I respect the fact that she thinks my kid is cute and all and that he reminds her of her grandchild, but it's weird for you to be talking to me and my baby while I'm changing him. His privates are out for the whole world to see. I have my hands preoccupied. It's not natural to be talking to a complete stranger during this whole process. It's like strangers think that because it's a baby anything goes... 

Well, let me ask you this? Does my baby barge in on your closed stall door while you're sitting on the toilet doing your thing? Does my baby have full conversations with you in the bathroom? Are you sitting there exposed for the whole world? I'm pretty sure we can all agree that the answer is NO! Thanks for the sweet compliments, but please let my baby get changed without having to worry about complete strangers staring at his naked body. I have never done this to another parent. No matter how cute their child is or what they are doing. Even before I was a parent I didn't do this. It's just not normal. It's not a proper social custom. Just because they are tiny, cute, and innocent, doesn't mean that we get to treat them differently.

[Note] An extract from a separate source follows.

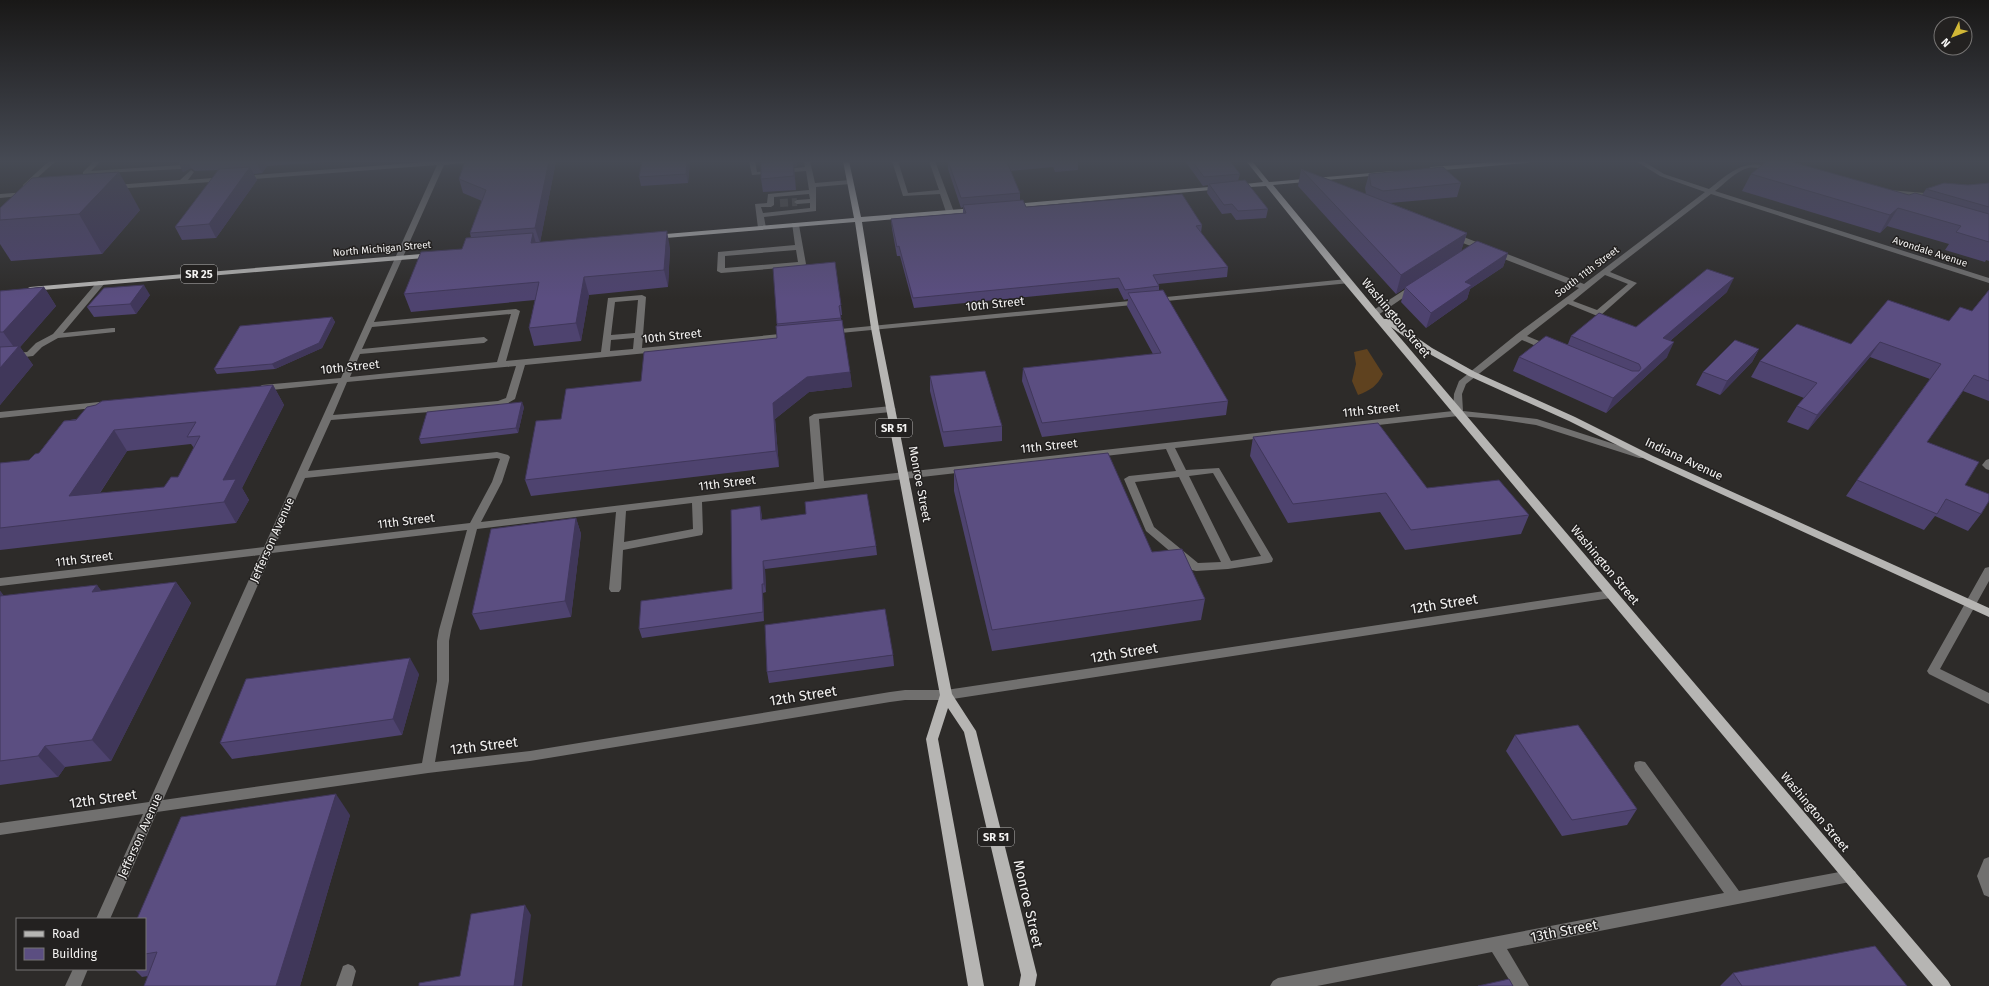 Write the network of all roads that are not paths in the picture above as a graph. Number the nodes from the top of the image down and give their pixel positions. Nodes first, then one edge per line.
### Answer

But, people talking to me while I'm changing my baby is nothing. With Amelia I have heard so much more. Things that you just don't ask strangers. Things that are rude. Or hurtful. And just plain crazy.

A good example is a few months after Amelia was born. For those of you who didn't see Amelia as a baby, or those who don't remember, she was born with a fairly large, very red, strawberry birthmark on her head. It was pretty noticeable since it was just above her forehead and was one of the first things you saw when you looked at her. It didn't bother me, or her for that matter. It was normal. In fact, I forgot it was even there after the first few months. But complete strangers noticed...

We were walking in the mall with Amelia when she was just a few months old. We were just getting onto the elevator and a middle-aged man stepped in right after us. He was looking around the elevator and saw Amelia. He said, "Oh. She's cute." We said the customary "thank-you" thinking that was the end of the conversation. We were wrong... The stranger them looked a little closer at her forehead and asked, "What's that red thing on her head? Did you guys hit her?"

I FREAKING KID YOU NOT! SERIOUSLY?! I honestly don't think I will ever forget this particular incident. SERIOUSLY! This dude, a complete and total stranger, just asked me if I beat my child. Not my child, my INFANT! There are so many wrong things with this situation that I don't know where to start. First off, it's rude of you to even mention the mark on my daughter's forehead. You don't know where it came from, you don't know my family, and you're a stranger. It's none of your damn business. Second, you just accused me of beating my child. I'm gonna leave that one alone because it's both ridiculous and infuriating. Third, even if I did beat my child, would I tell a random person?! Ummm... probably not. And just for the record, I did NOT beat my child. Nor have I ever. Once again, this is a case of social "rules" gone wrong. Just because she is a baby, doesn't mean that you can ask anything thing you want. It's rude. So, just shut up.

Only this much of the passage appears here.